Früher legte sie wohlhabenden Kundinnen die Locken

Im eleganten Intellektuellenviertel Saint-Germain-des-Prés betreibt die Coiffeuse schon seit elf Jahren einen Salon, in dem sich eine durchweg wohlhabende Klientel die Locken legen lässt. Friseurin mit Herz – das war sie zuerst nur an ihren freien Tagen. „Jeden Montag hab ich mein Köfferchen geschnappt und bin raus in die Banlieue gefahren.“ Meistens frisierte sie in Teestuben der Sozialverbände, stets zum Nulltarif – „bis ich die Nase von der Fahrerei voll hatte und die Frauen in meinen feinen Salon holte“.
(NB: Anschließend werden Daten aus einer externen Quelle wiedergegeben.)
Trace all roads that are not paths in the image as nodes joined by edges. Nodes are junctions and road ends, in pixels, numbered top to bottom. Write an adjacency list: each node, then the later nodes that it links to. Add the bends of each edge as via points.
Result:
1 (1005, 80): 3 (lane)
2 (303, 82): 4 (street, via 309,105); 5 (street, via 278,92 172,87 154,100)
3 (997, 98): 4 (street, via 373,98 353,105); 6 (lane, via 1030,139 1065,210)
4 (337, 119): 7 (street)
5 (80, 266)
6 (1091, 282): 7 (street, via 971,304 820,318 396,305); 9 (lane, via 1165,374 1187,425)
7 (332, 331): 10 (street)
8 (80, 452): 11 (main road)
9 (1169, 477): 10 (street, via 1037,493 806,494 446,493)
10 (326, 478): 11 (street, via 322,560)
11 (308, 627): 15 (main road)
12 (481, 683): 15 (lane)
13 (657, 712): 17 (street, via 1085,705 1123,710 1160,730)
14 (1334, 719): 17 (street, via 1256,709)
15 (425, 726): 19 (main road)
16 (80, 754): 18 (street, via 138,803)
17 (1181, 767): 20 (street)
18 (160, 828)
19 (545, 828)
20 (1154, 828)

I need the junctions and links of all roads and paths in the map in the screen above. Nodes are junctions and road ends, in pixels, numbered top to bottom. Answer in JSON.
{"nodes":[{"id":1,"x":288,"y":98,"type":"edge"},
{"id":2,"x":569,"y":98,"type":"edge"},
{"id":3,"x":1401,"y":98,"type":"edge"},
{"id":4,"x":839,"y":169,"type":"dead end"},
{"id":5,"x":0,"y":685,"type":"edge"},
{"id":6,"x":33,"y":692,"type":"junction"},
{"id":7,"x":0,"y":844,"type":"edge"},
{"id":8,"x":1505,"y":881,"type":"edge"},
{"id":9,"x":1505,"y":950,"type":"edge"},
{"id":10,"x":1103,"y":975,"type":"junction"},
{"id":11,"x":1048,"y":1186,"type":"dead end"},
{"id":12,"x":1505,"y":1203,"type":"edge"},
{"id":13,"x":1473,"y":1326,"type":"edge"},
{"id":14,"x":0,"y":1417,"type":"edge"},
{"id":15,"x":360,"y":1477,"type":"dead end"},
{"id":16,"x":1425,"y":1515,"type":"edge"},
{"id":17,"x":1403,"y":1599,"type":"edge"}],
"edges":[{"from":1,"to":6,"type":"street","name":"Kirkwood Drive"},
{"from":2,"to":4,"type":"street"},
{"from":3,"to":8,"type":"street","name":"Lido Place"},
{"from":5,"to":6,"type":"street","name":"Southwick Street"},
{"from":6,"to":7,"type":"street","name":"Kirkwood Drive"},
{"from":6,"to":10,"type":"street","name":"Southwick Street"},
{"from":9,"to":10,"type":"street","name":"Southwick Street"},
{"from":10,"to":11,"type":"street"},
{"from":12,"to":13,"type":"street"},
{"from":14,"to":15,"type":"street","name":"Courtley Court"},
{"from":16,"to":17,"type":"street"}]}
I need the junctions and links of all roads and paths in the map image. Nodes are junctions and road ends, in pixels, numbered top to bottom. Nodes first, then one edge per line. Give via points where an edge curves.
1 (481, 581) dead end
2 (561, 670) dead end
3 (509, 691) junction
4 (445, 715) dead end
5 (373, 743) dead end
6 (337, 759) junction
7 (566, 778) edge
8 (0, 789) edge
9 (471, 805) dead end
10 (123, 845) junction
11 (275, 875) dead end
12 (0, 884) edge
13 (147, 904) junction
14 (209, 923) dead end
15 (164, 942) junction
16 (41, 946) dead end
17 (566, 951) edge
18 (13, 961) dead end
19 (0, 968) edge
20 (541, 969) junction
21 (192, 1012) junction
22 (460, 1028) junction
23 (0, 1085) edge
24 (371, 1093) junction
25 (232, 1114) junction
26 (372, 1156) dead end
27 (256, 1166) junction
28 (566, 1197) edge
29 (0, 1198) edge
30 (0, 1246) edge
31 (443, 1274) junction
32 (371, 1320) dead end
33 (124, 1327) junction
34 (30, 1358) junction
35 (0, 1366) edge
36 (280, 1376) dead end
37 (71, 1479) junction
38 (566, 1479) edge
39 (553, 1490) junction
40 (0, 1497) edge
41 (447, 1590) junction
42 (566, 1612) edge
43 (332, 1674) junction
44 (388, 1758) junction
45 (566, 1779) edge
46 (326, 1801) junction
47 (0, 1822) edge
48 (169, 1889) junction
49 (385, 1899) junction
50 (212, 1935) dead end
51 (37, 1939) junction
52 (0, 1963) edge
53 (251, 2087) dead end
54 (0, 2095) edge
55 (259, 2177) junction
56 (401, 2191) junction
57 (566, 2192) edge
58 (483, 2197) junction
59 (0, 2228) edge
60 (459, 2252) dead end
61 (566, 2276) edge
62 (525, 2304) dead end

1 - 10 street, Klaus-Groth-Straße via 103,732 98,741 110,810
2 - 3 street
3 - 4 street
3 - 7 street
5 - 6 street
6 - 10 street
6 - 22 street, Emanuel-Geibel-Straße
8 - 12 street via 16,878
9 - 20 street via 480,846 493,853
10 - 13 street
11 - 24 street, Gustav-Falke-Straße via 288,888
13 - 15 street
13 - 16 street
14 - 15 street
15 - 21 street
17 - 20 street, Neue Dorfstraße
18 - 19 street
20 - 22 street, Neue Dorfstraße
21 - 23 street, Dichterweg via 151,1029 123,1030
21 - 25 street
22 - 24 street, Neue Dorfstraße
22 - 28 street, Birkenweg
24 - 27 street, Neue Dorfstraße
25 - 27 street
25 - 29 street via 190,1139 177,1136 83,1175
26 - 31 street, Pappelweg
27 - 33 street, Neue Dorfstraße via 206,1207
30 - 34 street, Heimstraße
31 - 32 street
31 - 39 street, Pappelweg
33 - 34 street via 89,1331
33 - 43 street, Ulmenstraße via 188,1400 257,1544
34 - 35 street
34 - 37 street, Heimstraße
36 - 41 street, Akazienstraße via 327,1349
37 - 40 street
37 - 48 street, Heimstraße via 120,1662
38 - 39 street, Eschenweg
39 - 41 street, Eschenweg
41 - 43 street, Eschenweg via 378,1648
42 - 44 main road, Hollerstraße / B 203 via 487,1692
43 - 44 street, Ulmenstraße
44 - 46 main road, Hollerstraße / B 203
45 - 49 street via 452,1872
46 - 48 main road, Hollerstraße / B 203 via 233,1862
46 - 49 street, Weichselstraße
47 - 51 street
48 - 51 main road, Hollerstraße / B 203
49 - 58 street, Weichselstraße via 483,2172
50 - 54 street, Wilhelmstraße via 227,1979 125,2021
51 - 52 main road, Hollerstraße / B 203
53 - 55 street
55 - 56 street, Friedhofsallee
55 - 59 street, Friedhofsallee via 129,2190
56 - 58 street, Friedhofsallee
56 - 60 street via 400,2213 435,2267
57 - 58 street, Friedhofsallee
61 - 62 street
Vor einem halben Jahr schließlich verwirklichte Lucia Iraci ihren Traum: den Salon „Joséphine“. In einem Quartier, das zu den schwierigsten der sonst so eleganten Metropole zählt. Es ist ein buntes, lärmendes Ausländergetto – halb Maghreb, halb Afrika –, aber auch eines, in dem der Kokainhandel floriert und in dem sich eine Frau im Dunkeln besser nicht alleine auf die Straße trauen sollte.

Hélène frisierte 25 Jahre lang Supermodels

Drei Frauen versehen in dem Salon mit freundlich hellem Ambiente ihren Dienst: Hélène, die Friseurin, Anne, die Kosmetikerin und Koura, die Sozialarbeiterin. Hinzu kommen ein Dutzend „bénévoles“, Freiwillige, wie etwa Jadwiga, die selbst arbeitslos ist und die Rezeption übernimmt, oder der Paradiesvogel Olivier, der Friseur gelernt hat und nun Schauspieler ist.

Hélène hat 25 Jahre lang Supermodels wie Claudia Schiffer, Linda Evangelista, Naomi Campbell, Carla Bruni oder Rockstars wie Mick Jagger frisiert. Bei „Joséphine“ ist sie mehr Psychologin als Haarkünstlerin, von Neurosen und Depressionen versteht sie genauso viel wie von Dauerwellen und Stufenschnitten. Neulich bediente sie einen besonders schweren „Fall“: eine Kundin, die sich schon seit zwei Jahren weigert, in den Spiegel zu schauen. Weil sie Angst vor der Wahrheit hat. „Sie will nicht sehen müssen, wie schäbig sie geworden ist“, sagt Hélène.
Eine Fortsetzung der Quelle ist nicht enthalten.